[ExI] Alien Planet's Missing Methane Stumps Scientists

spike spike66 at att.net
Sat Sep 18 20:15:11 UTC 2010


> From: Stirling Westrup [mailto:swestrup at gmail.com] 
> Subject: Re: [ExI] Alien Planet's Missing Methane Stumps Scientists
> 
> On Sat, Sep 18, 2010 at 12:46 PM, Dan <dan_ust at yahoo.com> wrote:
> > 
>
http://www.space.com/scienceastronomy/alien-planet-missing-methane-100915.ht
ml
> >
> > Okay. Totally off the wall speculation: ET harvested the methane and 
> > that's why it's missing. :)
> >
> > Of course, my guess is the cause is that the model used to predict 
> > abundance is wrong. Or there's some observational error.
> >
> I vote for alien chemistry.
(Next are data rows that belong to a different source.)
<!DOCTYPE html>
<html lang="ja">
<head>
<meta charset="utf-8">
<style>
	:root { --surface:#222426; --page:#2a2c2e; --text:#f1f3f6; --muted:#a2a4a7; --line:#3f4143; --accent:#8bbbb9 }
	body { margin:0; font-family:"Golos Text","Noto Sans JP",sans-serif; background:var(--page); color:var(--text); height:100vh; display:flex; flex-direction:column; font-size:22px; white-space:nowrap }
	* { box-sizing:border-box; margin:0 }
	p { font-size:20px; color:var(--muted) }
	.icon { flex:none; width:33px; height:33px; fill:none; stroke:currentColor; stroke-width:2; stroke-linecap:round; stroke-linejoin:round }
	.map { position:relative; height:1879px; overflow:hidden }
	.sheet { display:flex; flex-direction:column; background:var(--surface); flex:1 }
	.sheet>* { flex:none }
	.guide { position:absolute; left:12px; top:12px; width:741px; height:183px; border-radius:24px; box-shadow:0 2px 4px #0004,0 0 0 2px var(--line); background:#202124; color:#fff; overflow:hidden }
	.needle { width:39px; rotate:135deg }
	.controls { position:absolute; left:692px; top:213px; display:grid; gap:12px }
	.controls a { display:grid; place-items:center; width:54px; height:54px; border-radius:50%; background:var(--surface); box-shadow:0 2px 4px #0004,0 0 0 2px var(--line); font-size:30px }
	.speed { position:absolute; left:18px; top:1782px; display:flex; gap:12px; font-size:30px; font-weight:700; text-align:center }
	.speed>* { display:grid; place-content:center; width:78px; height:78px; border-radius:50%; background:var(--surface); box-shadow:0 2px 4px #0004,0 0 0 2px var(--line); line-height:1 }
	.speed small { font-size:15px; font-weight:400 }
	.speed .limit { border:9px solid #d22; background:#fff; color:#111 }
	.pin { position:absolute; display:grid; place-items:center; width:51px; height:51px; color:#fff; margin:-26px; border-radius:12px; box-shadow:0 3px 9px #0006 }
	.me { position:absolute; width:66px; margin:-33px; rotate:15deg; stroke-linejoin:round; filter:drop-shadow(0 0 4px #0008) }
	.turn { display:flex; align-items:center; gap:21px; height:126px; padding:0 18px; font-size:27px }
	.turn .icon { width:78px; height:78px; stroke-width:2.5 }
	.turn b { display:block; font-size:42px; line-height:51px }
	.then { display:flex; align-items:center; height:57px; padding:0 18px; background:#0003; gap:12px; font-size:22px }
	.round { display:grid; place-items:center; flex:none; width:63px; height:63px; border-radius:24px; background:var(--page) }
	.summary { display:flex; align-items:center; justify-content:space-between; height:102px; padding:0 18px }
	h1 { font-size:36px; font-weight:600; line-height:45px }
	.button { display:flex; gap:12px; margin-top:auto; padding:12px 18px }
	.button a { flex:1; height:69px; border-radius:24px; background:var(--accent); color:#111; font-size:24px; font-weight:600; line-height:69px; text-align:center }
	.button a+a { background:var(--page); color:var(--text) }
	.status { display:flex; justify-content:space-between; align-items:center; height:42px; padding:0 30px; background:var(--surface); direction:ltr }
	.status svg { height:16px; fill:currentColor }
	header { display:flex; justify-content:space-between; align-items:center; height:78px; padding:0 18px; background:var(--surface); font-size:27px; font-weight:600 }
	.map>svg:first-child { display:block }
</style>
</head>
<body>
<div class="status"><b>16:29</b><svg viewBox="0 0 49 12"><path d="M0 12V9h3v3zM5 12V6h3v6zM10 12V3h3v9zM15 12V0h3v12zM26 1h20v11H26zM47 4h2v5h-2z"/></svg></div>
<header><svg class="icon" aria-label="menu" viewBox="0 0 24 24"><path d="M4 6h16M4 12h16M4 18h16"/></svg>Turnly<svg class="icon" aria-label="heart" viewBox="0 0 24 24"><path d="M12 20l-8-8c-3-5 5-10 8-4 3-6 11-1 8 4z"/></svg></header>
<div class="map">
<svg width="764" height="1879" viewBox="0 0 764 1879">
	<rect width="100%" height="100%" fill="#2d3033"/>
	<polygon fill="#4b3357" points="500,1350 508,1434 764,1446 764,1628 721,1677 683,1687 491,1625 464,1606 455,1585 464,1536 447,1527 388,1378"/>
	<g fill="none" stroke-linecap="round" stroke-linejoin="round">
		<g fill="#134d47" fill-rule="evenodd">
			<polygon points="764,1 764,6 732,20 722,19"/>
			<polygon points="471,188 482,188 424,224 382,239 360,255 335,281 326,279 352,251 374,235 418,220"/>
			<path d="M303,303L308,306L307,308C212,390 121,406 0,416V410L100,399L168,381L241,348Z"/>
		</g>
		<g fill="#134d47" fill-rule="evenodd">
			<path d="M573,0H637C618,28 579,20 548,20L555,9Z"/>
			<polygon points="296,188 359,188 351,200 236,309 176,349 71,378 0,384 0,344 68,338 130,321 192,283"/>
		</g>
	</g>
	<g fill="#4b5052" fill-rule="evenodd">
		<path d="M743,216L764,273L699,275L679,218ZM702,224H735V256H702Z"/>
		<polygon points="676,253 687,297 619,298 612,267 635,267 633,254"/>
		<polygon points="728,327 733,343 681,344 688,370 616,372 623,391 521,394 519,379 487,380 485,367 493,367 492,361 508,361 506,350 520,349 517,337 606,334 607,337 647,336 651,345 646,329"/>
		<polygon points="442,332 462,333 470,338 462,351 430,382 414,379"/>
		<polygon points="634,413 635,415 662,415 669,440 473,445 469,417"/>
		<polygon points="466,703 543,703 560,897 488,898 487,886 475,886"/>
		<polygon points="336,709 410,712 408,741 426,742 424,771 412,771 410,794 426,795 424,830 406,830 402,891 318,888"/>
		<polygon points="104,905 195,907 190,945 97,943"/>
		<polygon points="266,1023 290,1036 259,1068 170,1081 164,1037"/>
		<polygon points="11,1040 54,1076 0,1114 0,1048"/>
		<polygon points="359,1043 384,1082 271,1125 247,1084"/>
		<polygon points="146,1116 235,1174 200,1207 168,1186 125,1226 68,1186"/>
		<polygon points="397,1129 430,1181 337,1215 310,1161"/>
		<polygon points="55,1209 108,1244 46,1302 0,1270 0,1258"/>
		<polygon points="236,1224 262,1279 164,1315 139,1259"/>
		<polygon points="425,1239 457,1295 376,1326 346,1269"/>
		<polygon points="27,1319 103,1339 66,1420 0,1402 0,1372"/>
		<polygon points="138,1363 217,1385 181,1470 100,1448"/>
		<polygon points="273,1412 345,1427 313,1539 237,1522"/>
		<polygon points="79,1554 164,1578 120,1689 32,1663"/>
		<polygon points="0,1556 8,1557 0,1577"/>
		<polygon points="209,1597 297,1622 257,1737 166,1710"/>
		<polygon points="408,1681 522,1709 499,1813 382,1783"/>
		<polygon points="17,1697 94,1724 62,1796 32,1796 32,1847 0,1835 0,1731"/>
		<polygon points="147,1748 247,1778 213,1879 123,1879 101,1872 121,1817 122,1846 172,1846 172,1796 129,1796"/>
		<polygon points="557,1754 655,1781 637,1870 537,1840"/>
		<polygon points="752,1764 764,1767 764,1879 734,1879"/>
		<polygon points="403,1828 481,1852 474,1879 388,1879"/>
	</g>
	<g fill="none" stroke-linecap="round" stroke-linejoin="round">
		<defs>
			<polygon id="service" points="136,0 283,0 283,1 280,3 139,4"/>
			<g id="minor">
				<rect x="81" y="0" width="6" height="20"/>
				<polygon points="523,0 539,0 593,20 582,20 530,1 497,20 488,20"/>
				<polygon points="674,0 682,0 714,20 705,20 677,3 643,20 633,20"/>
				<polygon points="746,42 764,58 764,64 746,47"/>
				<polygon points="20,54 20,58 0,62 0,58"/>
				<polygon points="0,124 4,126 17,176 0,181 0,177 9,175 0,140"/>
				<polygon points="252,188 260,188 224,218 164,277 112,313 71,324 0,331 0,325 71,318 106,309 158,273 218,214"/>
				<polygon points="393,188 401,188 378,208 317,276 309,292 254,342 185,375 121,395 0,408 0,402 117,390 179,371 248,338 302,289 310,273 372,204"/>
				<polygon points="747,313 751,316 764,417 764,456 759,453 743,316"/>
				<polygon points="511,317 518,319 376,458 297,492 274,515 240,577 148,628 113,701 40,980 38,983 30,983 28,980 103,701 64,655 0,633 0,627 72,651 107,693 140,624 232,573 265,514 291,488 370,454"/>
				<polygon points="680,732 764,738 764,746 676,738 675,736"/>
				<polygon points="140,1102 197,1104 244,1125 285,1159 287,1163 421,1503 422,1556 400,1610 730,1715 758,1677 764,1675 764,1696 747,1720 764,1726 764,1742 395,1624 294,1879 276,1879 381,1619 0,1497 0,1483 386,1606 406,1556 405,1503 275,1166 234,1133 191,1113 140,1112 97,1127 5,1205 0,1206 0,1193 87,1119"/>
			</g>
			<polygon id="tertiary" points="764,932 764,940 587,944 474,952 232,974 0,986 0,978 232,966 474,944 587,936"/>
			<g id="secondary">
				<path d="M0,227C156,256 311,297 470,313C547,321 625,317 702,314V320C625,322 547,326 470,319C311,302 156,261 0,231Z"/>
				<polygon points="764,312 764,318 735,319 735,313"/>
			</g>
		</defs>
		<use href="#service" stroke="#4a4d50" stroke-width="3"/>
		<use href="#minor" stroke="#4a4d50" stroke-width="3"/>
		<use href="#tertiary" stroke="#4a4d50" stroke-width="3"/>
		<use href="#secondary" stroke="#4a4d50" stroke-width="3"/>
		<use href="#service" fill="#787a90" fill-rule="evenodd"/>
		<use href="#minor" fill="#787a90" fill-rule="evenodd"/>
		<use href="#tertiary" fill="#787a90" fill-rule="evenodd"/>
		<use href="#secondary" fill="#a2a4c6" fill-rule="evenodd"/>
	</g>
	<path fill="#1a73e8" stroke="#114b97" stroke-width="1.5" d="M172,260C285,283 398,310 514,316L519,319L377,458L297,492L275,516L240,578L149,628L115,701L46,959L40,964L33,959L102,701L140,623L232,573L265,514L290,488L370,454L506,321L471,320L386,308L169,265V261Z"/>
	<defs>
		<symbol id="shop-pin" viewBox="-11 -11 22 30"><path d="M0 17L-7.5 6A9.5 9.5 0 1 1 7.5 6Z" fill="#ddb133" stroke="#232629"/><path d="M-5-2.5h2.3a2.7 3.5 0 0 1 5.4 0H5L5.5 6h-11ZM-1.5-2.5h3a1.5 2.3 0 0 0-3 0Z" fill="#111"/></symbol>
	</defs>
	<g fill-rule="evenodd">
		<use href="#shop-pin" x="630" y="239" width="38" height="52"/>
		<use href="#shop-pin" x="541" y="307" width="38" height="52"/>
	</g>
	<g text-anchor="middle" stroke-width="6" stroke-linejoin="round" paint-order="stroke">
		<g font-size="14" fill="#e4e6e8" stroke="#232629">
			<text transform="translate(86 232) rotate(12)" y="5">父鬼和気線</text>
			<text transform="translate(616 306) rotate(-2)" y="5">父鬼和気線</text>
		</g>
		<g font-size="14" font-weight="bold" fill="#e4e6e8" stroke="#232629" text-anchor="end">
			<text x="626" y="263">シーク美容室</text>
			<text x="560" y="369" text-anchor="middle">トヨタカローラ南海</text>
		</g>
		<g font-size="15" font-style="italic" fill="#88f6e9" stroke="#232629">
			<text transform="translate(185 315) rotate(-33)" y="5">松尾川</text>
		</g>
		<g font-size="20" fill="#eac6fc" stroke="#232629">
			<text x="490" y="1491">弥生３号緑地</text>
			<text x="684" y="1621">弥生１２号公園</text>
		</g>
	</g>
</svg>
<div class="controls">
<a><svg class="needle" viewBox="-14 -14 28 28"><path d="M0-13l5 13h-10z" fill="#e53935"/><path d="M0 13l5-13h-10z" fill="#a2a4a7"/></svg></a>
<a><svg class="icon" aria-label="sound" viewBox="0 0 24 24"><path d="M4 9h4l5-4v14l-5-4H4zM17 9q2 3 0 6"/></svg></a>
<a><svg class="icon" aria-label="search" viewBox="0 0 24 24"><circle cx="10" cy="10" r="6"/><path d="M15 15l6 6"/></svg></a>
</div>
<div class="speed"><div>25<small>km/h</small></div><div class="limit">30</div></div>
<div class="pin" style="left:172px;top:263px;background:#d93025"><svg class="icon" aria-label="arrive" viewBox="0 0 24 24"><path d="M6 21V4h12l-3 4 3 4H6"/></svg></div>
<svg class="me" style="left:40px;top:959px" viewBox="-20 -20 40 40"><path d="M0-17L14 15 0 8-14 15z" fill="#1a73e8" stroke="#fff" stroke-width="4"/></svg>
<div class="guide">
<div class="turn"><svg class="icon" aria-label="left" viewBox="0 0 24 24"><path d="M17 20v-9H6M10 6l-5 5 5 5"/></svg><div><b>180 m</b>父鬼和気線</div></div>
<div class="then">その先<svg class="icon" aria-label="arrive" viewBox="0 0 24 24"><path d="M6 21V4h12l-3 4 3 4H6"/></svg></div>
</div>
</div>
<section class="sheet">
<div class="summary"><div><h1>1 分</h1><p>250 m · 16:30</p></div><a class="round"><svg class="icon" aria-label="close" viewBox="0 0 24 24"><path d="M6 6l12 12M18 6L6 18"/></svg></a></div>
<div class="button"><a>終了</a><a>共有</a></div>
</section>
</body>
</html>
What we don't know about 
> chemistry under non-terrestrial conditions is huge... Stirling Westrup

Ja, I mostly dismiss the notion of observational error, but agree that we
don't know very well all the chemistry when the surface is over 500 degrees.
I am intrigued with the notion that some extremophile might have evolved
there and devoured the methane.  Recall that is pretty much what happened on
this planet: life originally evolved here in a reducing environment, rich in
methane and other organics.  The early plants and beasts devoured much of
that methane and the other *anes.  Then that crowd were later poisoned by
oxygen.  We are the freaks that escaped that poisonng event.

Wouldn't it be wicked cool if that's what is going on?